An undefined slope occurs when the line is perfectly vertical. In mathematical terms, this happens when the x-coordinates of two points on the line are the same, which creates a division by zero in the slope formula.

Take the points from the original exercise, \( (a, b) \) and \( (a, b+c) \) - since \( x_1 = x_2 = a \) the formula for the slope would appear as:
\[ \text{slope} = \frac{y_2 - y_1}{x_2 - x_1} = \frac{b+c - b}{a - a} = \frac{c}{0} \]
Division by zero is impossible in standard arithmetic, which is why we say the slope is undefined. This signals that the line does not have a consistent rate of change since it goes straight up and down.

When graphing a vertical line, one must understand that this type of line crosses the y-axis at a point but never crosses the x-axis. All points on a vertical line have the same x-coordinate but different y-coordinates.
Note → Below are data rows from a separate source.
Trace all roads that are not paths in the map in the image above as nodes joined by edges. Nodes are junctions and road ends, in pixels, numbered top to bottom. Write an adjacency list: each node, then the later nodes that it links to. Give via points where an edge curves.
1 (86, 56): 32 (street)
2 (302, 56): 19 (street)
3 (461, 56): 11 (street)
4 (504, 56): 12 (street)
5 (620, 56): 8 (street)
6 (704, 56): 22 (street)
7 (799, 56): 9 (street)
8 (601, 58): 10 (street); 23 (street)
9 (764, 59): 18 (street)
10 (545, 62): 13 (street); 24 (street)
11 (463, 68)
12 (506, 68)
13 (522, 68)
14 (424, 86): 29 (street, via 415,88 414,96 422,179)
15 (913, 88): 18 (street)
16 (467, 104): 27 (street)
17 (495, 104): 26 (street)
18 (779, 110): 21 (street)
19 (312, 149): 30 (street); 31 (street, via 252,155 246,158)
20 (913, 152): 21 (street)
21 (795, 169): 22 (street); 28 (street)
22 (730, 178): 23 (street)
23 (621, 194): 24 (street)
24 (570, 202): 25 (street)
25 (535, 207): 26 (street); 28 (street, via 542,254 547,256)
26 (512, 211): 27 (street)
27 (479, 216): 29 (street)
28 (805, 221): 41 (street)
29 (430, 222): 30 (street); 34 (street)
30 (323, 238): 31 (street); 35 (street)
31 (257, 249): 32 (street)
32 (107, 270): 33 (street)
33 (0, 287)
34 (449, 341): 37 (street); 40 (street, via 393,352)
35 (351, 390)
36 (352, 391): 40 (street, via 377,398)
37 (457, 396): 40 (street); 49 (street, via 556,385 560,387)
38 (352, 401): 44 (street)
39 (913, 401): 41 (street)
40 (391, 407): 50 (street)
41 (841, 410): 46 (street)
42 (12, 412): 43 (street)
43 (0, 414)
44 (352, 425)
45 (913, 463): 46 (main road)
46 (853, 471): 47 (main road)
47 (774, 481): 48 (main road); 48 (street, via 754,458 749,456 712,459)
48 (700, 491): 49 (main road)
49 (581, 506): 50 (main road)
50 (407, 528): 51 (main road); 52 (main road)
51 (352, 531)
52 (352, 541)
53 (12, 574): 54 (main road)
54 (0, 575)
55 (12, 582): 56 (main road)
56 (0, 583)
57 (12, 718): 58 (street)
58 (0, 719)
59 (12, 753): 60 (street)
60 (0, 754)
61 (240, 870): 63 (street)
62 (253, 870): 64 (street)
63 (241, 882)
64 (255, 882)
In the exercise provided, since both points \( (a, b) \) and \( (a, b+c) \) share the same x-coordinate, the graph will be a straight line that intersects the x-axis at \( x = a \) and runs parallel to the y-axis. This is represented by the equation \( x = a \) for the line.

Because a vertical line has an undefined slope, it neither rises nor falls, and the concept of slope does not apply in the conventional sense. The inability to determine the slope underscores the unique nature of vertical lines in comparison to non-vertical lines, which can have slopes that are positive, negative, or zero.